[Dataset entries]
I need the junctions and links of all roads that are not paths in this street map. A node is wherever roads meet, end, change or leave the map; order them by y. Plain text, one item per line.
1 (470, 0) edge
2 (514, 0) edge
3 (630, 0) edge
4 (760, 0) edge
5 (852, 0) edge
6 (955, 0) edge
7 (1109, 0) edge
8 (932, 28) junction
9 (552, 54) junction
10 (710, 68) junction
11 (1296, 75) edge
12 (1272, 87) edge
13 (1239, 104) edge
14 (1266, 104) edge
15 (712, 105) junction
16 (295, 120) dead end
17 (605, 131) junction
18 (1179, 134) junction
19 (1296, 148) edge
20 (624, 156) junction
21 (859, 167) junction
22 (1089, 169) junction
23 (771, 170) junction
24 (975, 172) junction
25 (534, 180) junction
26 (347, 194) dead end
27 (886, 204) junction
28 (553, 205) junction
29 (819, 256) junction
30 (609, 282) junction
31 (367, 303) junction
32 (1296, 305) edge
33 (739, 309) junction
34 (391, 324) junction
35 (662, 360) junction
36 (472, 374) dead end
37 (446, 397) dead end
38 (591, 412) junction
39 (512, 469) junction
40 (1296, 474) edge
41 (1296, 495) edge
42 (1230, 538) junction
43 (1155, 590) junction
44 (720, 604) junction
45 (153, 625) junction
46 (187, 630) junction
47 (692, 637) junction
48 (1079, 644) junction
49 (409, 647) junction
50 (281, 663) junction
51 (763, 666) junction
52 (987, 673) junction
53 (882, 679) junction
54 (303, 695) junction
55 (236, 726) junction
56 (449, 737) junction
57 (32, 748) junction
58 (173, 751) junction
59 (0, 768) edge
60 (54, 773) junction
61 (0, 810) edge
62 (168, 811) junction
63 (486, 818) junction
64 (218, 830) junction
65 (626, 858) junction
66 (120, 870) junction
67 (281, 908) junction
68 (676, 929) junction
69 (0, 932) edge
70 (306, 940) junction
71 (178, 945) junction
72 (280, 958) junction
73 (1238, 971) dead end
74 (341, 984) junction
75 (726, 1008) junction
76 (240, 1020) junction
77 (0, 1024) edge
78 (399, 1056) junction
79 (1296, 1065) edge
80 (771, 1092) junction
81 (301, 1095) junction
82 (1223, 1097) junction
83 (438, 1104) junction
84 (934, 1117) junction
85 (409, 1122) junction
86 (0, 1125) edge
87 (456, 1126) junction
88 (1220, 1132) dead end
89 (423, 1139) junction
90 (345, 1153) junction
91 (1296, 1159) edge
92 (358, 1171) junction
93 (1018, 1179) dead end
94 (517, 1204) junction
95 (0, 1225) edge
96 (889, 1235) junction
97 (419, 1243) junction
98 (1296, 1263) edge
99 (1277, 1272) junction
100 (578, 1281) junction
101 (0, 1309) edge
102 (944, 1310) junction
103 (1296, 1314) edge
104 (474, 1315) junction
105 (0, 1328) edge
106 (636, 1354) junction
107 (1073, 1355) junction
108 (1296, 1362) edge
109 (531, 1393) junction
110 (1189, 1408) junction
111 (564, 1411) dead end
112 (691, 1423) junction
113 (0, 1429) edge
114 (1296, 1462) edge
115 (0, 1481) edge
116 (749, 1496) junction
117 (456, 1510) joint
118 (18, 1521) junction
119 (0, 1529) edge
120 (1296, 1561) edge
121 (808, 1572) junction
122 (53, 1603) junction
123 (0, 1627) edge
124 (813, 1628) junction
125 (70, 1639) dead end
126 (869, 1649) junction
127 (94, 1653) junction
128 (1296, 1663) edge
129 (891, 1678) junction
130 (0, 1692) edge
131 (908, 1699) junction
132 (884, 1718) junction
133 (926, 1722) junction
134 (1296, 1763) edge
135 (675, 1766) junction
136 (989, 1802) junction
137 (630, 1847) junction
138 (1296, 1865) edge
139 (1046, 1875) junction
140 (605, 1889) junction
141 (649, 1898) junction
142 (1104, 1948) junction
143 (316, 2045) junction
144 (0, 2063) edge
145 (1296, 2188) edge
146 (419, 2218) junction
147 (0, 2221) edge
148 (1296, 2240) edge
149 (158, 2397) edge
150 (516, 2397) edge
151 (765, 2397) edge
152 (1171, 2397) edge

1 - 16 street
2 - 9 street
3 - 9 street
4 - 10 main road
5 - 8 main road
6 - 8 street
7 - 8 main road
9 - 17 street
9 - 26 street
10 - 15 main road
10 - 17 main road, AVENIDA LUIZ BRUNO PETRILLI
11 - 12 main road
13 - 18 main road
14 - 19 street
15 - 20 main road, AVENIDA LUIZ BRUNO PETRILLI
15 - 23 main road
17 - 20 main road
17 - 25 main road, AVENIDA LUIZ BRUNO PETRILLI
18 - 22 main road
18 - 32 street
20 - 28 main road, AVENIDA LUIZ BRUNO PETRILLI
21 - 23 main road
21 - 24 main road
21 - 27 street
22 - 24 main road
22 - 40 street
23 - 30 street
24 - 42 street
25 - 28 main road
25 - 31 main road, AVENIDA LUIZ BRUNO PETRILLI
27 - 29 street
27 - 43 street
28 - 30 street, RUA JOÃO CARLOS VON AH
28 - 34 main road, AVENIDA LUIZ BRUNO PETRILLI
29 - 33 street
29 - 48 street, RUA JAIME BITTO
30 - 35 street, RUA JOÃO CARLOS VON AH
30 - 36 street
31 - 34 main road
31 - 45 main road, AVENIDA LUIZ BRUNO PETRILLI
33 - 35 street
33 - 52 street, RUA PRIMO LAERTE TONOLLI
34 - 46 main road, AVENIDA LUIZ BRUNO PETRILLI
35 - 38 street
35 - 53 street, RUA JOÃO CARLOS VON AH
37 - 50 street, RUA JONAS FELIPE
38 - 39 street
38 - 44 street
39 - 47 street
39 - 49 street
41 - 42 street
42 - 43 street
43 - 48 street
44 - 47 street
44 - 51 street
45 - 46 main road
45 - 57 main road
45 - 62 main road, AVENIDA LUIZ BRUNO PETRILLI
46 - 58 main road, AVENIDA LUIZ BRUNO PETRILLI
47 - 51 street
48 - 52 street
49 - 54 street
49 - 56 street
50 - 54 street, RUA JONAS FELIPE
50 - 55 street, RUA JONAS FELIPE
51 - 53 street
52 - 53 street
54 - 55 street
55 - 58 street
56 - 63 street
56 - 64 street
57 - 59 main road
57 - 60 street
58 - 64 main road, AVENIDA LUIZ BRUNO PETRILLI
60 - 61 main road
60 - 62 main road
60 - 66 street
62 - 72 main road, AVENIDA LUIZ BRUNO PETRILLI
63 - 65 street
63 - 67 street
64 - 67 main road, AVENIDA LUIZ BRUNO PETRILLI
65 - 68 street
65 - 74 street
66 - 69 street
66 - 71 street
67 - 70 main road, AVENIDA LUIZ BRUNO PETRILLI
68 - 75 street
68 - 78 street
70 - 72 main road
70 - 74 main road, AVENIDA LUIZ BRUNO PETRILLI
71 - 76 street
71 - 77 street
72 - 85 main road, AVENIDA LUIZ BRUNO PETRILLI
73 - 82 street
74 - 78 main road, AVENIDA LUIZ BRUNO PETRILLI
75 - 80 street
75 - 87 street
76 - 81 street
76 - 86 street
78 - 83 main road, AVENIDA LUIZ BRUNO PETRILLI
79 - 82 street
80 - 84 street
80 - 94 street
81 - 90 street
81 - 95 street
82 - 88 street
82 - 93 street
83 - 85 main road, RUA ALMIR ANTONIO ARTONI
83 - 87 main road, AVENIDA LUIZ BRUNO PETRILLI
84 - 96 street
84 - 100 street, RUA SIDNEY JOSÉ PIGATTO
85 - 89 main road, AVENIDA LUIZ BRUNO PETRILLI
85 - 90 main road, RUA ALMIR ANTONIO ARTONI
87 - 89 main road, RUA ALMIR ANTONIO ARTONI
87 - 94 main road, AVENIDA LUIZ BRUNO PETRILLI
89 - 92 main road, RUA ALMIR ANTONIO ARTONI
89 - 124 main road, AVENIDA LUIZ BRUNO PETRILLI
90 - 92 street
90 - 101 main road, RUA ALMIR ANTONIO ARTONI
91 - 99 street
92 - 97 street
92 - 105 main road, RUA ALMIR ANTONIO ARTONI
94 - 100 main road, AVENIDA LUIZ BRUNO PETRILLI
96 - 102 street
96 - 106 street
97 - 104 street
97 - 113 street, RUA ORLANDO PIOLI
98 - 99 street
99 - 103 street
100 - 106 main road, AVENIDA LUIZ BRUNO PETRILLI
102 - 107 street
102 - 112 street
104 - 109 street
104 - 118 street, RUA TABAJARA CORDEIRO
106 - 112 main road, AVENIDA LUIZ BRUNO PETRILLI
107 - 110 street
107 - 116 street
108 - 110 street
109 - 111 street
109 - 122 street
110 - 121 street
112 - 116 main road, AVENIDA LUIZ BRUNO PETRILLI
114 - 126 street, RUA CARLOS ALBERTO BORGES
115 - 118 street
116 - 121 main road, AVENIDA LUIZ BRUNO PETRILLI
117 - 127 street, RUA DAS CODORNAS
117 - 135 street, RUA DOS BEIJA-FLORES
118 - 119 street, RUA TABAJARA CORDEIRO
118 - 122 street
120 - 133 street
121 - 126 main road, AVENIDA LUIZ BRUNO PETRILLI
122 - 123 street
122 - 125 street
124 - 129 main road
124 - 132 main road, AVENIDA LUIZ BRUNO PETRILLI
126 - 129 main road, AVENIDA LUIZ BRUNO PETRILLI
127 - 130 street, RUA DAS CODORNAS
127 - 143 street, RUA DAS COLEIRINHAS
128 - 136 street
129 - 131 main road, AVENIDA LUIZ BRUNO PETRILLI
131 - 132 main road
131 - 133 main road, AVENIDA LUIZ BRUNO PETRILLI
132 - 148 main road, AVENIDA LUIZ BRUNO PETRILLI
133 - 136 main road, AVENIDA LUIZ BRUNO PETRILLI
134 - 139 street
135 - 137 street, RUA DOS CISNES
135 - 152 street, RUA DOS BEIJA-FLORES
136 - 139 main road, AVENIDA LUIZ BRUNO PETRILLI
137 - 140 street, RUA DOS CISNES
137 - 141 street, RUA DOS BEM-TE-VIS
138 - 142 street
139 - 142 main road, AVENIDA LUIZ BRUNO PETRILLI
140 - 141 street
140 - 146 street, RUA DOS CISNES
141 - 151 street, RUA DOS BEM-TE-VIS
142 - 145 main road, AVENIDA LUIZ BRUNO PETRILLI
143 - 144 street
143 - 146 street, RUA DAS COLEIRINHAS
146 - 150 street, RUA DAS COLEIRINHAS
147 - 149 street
==
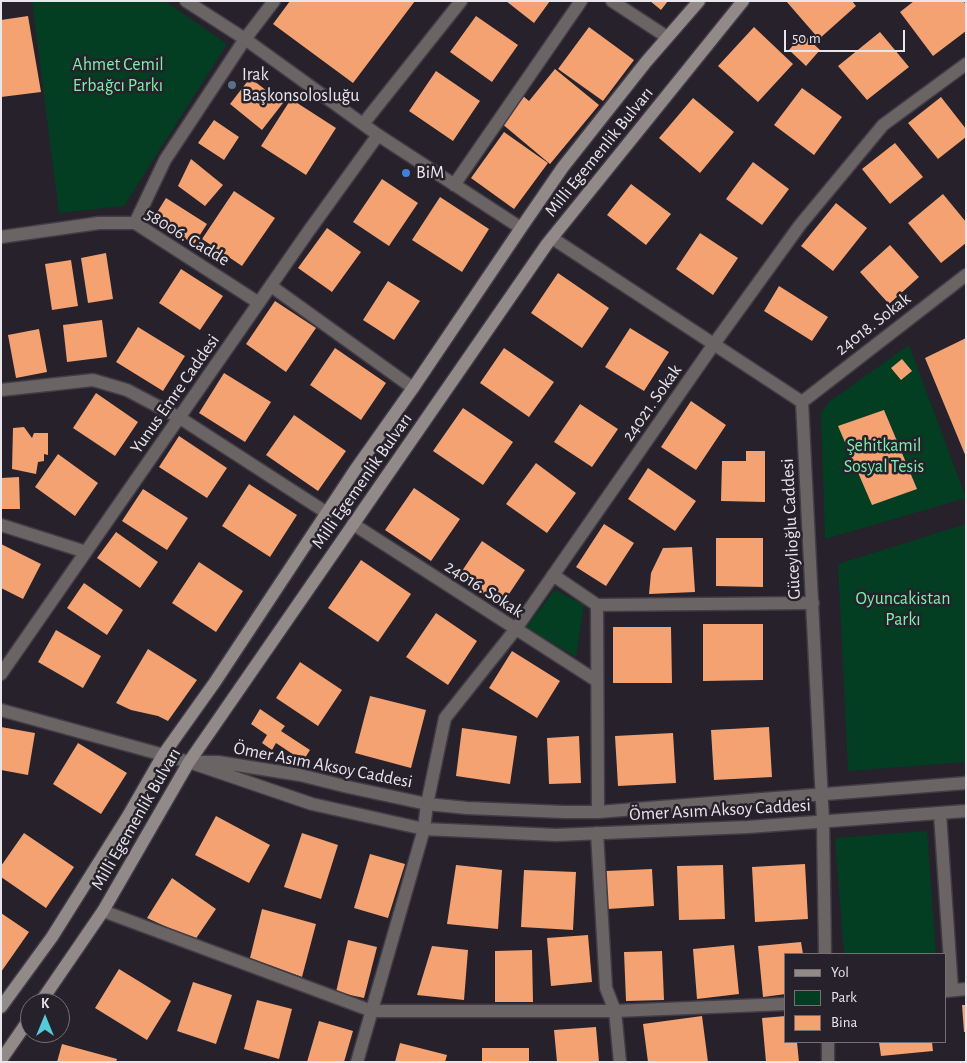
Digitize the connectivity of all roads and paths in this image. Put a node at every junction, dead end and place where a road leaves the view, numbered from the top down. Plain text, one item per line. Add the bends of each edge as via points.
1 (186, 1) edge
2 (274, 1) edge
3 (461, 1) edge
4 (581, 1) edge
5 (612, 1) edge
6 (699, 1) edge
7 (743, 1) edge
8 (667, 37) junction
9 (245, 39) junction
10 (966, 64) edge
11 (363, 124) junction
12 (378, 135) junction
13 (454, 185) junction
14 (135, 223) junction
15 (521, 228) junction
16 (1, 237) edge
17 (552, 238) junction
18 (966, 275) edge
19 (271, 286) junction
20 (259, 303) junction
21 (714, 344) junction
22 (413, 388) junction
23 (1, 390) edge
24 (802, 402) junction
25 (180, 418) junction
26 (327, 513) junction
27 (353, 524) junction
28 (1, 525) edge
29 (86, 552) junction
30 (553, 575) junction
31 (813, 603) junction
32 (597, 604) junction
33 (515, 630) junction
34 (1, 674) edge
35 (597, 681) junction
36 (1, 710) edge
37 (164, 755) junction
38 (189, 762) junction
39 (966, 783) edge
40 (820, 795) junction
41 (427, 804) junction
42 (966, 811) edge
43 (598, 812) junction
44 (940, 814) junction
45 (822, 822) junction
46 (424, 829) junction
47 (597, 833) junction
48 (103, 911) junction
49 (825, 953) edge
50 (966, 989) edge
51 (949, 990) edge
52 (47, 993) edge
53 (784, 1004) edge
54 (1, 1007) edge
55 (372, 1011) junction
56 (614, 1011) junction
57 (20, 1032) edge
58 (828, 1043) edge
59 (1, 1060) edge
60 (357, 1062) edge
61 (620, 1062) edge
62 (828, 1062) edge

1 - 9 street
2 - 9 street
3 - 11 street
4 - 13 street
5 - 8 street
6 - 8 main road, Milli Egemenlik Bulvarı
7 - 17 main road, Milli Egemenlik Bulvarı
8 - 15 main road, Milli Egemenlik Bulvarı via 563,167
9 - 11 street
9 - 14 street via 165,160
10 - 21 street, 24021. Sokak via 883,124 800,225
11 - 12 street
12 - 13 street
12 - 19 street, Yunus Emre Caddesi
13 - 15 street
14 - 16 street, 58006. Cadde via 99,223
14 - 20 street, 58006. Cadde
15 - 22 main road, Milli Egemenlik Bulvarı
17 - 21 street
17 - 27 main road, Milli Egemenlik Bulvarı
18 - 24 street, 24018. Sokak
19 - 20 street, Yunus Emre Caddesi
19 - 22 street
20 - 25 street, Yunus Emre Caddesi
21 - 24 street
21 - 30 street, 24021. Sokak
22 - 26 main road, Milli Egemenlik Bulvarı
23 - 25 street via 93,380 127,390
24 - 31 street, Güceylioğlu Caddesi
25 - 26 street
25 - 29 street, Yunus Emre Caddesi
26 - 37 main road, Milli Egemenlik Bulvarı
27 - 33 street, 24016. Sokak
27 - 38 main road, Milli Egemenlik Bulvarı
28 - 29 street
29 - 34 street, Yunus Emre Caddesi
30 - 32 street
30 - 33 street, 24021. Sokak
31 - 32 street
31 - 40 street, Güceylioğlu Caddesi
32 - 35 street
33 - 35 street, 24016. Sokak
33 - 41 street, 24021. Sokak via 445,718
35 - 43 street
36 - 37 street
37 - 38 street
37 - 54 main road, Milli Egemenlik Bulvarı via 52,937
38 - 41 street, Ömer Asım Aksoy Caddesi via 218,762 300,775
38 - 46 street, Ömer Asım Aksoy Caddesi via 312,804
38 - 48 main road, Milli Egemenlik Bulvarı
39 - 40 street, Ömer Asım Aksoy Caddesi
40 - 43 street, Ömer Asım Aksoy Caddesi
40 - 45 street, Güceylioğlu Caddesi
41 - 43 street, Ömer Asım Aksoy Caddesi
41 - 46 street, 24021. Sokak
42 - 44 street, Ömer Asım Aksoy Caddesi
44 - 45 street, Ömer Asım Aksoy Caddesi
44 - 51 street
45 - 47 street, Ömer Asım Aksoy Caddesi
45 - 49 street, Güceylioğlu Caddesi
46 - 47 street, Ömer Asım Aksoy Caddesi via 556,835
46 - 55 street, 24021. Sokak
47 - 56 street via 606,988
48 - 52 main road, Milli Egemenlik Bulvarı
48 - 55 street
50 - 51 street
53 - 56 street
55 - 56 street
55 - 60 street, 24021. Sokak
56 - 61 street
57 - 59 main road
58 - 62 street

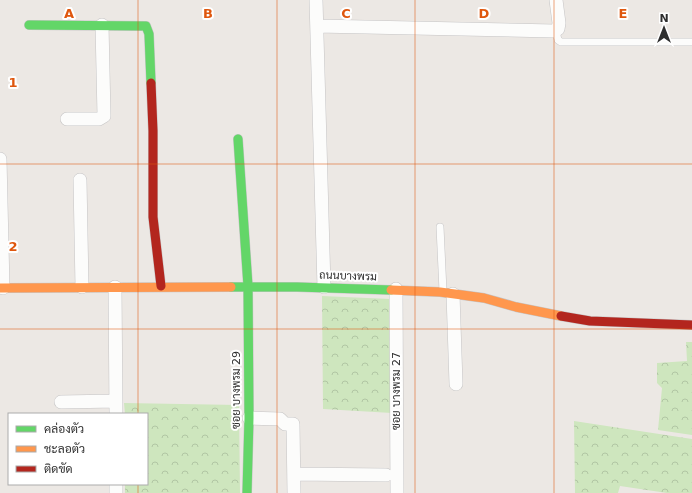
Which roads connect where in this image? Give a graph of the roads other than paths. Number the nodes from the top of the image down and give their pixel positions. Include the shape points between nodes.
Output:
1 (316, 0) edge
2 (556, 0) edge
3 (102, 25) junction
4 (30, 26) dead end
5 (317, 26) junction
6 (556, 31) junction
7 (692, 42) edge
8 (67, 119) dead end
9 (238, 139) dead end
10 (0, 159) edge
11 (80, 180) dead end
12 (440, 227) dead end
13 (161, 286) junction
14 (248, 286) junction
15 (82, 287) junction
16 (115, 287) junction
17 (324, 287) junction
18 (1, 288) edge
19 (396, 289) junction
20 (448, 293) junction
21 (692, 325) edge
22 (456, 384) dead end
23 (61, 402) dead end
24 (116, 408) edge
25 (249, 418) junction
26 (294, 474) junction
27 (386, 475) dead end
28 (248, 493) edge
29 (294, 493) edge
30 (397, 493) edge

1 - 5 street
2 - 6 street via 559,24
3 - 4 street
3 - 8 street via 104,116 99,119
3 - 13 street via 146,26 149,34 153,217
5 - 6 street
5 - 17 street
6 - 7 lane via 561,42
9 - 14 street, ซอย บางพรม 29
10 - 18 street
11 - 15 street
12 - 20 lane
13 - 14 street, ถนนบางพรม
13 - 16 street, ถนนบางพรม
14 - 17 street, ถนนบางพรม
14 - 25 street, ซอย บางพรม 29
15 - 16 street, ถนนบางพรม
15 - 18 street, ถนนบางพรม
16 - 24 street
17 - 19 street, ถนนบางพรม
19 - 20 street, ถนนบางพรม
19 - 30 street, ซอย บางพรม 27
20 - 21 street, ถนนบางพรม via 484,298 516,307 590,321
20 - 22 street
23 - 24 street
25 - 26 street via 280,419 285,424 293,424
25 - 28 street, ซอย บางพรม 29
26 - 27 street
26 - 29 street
==
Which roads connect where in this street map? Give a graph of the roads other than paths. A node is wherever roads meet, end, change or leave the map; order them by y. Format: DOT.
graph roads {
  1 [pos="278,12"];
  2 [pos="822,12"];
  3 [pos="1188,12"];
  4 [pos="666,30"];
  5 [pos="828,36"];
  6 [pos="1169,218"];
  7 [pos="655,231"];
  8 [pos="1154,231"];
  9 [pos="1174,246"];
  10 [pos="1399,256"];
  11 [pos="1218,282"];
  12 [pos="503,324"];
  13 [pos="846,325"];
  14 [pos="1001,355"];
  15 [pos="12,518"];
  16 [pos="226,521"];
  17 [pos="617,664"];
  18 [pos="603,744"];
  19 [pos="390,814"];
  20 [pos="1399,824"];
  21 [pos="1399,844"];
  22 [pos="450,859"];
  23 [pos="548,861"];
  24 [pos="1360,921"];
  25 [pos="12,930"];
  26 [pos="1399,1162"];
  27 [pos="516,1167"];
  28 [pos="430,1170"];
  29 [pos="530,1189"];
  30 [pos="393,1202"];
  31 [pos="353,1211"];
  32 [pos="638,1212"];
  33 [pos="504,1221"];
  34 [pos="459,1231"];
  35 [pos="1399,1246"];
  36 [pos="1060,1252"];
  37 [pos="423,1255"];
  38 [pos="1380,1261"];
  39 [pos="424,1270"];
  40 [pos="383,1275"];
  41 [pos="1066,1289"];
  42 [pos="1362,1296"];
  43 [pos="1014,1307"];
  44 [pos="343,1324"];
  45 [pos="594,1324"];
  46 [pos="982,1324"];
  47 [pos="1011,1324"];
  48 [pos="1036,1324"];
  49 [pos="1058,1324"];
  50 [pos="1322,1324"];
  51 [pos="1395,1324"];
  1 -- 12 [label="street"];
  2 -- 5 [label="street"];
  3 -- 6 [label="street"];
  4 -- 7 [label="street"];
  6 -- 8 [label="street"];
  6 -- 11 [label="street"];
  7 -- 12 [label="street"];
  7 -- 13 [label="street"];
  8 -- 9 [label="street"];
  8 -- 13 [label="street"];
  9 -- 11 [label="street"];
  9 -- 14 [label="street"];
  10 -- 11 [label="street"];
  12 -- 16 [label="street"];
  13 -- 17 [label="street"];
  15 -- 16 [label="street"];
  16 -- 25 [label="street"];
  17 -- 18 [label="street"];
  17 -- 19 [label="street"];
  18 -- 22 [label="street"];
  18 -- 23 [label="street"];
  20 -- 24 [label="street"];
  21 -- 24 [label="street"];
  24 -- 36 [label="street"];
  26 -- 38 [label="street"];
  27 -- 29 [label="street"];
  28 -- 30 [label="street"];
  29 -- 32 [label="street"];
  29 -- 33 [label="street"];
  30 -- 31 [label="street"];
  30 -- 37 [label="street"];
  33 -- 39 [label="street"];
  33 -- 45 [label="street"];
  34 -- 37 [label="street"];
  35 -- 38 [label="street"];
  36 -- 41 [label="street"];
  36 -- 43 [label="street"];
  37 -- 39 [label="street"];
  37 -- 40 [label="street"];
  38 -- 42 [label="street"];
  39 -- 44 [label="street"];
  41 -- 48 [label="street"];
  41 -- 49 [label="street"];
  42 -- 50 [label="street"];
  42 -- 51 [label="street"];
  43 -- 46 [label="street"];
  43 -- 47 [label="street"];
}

▶ _Task prompt_
Reproduce every line above that contains the string "Which".

▶ _Completed exercise_
Which roads connect where in this image? Give a graph of the roads other than paths. Number the nodes from the top of the image down and give their pixel positions. Include the shape points between nodes.
Which roads connect where in this street map? Give a graph of the roads other than paths. A node is wherever roads meet, end, change or leave the map; order them by y. Format: DOT.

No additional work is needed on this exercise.